■ DESCRIPTION OF THE TASK
Write out an exact copy of the line with "Trace the roads other than paths in the map in" and of each line after it, through the end of the records below.

■ Stored items
******************************
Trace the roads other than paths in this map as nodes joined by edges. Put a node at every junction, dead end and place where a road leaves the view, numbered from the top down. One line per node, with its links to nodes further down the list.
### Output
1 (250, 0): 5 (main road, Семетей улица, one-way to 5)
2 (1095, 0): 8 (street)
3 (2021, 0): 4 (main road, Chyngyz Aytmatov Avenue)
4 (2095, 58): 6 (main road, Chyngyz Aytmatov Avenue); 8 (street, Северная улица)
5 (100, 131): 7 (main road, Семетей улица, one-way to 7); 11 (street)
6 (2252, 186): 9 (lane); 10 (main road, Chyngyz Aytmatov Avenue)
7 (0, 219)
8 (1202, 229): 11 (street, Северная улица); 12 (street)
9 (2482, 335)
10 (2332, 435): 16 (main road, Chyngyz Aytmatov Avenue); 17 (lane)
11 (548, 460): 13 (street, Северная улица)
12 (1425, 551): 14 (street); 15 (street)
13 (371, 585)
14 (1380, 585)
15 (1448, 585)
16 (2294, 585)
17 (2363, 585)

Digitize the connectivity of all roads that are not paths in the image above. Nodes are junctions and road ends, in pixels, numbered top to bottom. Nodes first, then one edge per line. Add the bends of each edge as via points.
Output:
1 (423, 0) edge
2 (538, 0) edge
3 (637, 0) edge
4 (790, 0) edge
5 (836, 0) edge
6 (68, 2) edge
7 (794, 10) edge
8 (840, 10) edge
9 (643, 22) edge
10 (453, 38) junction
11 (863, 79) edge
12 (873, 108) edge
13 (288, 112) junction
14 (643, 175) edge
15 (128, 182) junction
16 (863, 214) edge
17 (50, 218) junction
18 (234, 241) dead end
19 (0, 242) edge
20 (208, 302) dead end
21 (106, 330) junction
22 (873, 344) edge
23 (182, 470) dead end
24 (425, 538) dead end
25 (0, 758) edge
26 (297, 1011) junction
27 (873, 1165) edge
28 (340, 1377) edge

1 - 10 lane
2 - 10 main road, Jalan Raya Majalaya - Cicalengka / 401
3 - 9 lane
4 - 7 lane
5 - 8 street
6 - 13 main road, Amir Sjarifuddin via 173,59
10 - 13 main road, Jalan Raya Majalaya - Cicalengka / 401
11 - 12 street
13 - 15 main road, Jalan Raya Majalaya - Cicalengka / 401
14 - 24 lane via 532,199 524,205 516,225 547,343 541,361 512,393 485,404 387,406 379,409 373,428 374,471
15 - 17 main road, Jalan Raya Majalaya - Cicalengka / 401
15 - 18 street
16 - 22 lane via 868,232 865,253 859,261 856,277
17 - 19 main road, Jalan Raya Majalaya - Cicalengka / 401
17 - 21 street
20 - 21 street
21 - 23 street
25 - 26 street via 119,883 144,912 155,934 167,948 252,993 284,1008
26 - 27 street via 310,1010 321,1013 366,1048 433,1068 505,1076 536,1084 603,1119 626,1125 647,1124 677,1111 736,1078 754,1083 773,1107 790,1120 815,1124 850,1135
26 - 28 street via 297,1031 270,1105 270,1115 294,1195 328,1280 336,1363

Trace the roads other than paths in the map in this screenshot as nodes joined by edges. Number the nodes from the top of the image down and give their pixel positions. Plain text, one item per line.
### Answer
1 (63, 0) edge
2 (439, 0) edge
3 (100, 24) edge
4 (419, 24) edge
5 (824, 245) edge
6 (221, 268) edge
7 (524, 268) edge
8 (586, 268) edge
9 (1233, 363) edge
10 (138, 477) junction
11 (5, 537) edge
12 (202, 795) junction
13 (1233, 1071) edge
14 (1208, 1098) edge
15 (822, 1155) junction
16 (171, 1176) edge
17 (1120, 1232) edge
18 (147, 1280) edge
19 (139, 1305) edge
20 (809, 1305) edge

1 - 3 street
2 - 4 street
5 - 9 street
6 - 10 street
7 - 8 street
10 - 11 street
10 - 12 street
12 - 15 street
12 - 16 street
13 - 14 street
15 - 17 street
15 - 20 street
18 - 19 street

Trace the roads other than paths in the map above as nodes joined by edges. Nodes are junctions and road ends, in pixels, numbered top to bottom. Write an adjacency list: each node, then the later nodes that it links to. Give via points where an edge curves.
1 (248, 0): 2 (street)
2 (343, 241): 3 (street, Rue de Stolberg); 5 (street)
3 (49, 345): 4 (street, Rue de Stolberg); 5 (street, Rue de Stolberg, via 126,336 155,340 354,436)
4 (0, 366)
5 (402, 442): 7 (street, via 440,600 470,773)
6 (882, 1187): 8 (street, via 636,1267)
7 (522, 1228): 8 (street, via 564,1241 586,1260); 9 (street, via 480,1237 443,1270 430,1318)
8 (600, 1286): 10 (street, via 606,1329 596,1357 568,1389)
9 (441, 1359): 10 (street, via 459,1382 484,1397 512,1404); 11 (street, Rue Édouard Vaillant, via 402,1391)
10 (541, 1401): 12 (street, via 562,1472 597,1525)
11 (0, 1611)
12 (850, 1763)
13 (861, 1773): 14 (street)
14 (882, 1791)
******************************
■ EXERCISE RESPONSE
Trace the roads other than paths in the map in this screenshot as nodes joined by edges. Number the nodes from the top of the image down and give their pixel positions. Plain text, one item per line.
### Answer
1 (63, 0) edge
2 (439, 0) edge
3 (100, 24) edge
4 (419, 24) edge
5 (824, 245) edge
6 (221, 268) edge
7 (524, 268) edge
8 (586, 268) edge
9 (1233, 363) edge
10 (138, 477) junction
11 (5, 537) edge
12 (202, 795) junction
13 (1233, 1071) edge
14 (1208, 1098) edge
15 (822, 1155) junction
16 (171, 1176) edge
17 (1120, 1232) edge
18 (147, 1280) edge
19 (139, 1305) edge
20 (809, 1305) edge

1 - 3 street
2 - 4 street
5 - 9 street
6 - 10 street
7 - 8 street
10 - 11 street
10 - 12 street
12 - 15 street
12 - 16 street
13 - 14 street
15 - 17 street
15 - 20 street
18 - 19 street

Trace the roads other than paths in the map above as nodes joined by edges. Nodes are junctions and road ends, in pixels, numbered top to bottom. Write an adjacency list: each node, then the later nodes that it links to. Give via points where an edge curves.
1 (248, 0): 2 (street)
2 (343, 241): 3 (street, Rue de Stolberg); 5 (street)
3 (49, 345): 4 (street, Rue de Stolberg); 5 (street, Rue de Stolberg, via 126,336 155,340 354,436)
4 (0, 366)
5 (402, 442): 7 (street, via 440,600 470,773)
6 (882, 1187): 8 (street, via 636,1267)
7 (522, 1228): 8 (street, via 564,1241 586,1260); 9 (street, via 480,1237 443,1270 430,1318)
8 (600, 1286): 10 (street, via 606,1329 596,1357 568,1389)
9 (441, 1359): 10 (street, via 459,1382 484,1397 512,1404); 11 (street, Rue Édouard Vaillant, via 402,1391)
10 (541, 1401): 12 (street, via 562,1472 597,1525)
11 (0, 1611)
12 (850, 1763)
13 (861, 1773): 14 (street)
14 (882, 1791)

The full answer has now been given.